Full Text
HIGH COURT OF DELHI
Decision delivered on: 06.11.2023
PR. COMMISSIONER OF INCOME TAX -CENTRAL -1 ..... Appellant
Through: Mr Ruchir Bhatia, Sr. Standing Counsel.
Through: None.
HON'BLE MR. JUSTICE GIRISH KATHPALIA [Physical Hearing/Hybrid Hearing (as per request)]
RAJIV SHAKDHER, J. (ORAL):
CM No.57190/2023 [Application filed on behalf of the appellant seeking condonation of delay of 430 days in re-filing the appeal]
JUDGMENT
1. This is an application moved on behalf of the appellant/revenue seeking condonation of delay in re-filing the appeal. 1.[1] According to the appellant/assessee, there is a delay of four hundred and thirty (430) days in re-filing the appeal.
2. Although the period of delay is substantial, we propose to condone the same as we intend to take up the appeal for hearing on merits. Accordingly, the delay in re-filing is condoned, and disposed of in the aforesaid terms.
3. This appeal concerns Assessment Year (AY) 2013-14.
4. Via, the instant appeal the appellant/revenue seeks to assail the order dated 12.11.2021 passed by the Income Tax Appellate Tribunal [in short, “Tribunal”].

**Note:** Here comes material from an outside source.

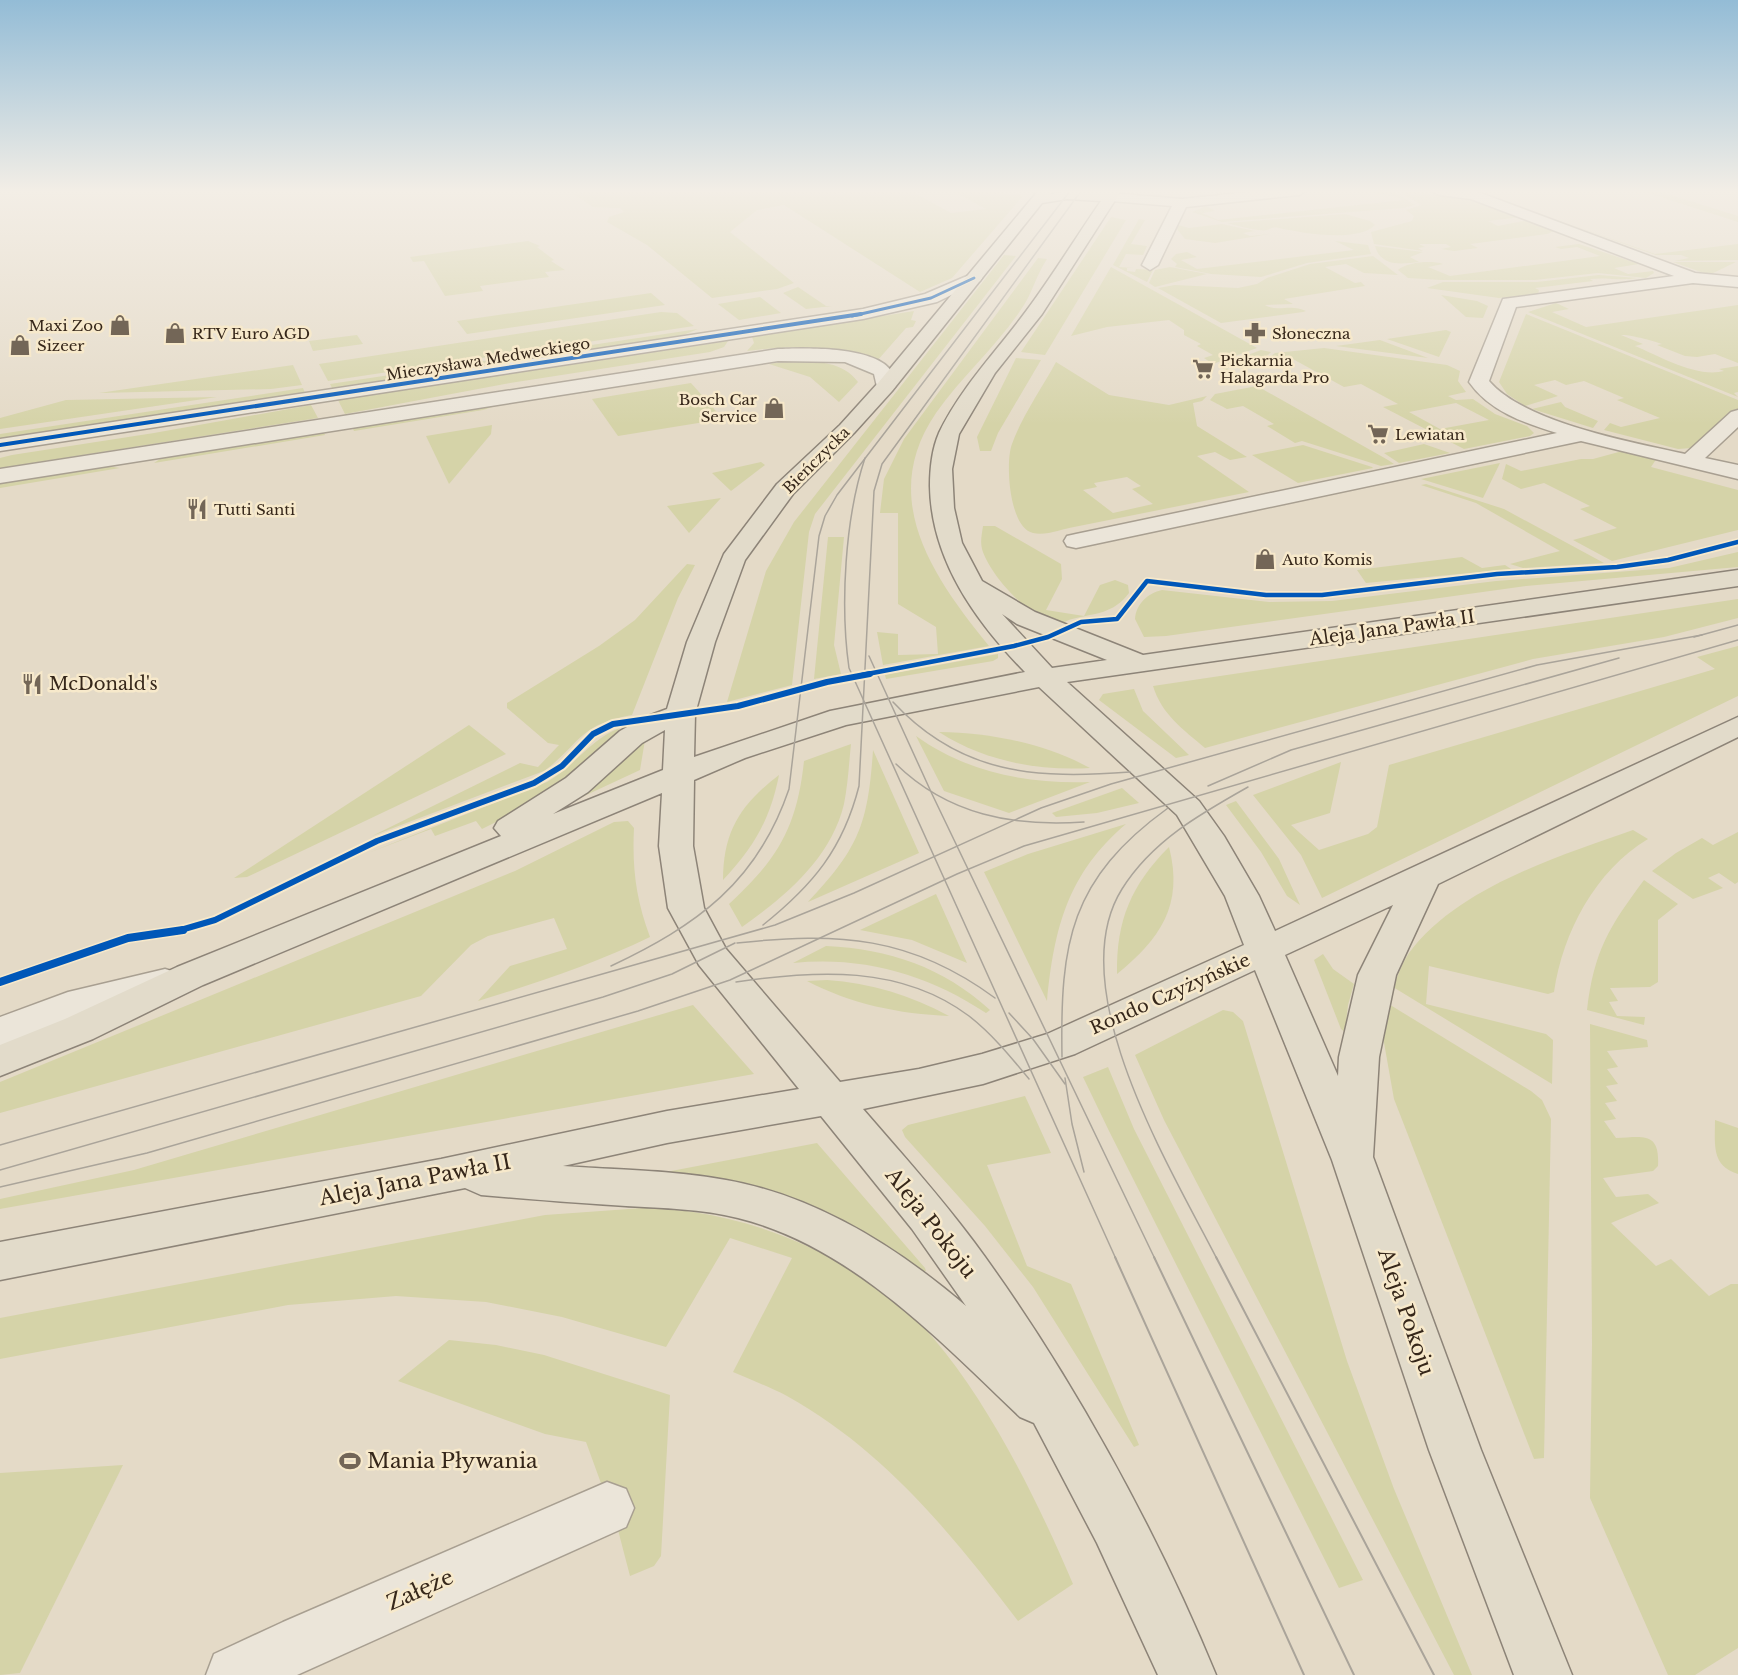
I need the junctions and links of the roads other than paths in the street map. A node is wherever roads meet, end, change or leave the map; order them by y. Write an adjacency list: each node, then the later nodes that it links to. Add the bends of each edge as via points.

5. Before the Tribunal, a challenge was raised by the appellant/revenue to the order dated 17.11.2016 passed by the Commissioner of Income Tax (Appeals) [in short, CIT(A)].
6. The CIT(A) had quashed the assessment order dated 30.03.2015 on the ground that notice under Section 143(2) of the Income-tax Act, 1961 [in short, “Act”] was not issued before it was framed.
7. The facts on record disclose that the respondent/assessee had filed its original Return of Income (ROI), for the AY in issue, on 31.03.2014, declaring a loss amounting to Rs. 2,682/-.
8. The record also discloses that, previously, a search and seizure operation, under Section 132 of the Act, was conducted, on 18.10.2012, qua the sister concern of the respondent/assessee i.e., a company going by the name Bhasin Infotech & Infrastructure Private Limited.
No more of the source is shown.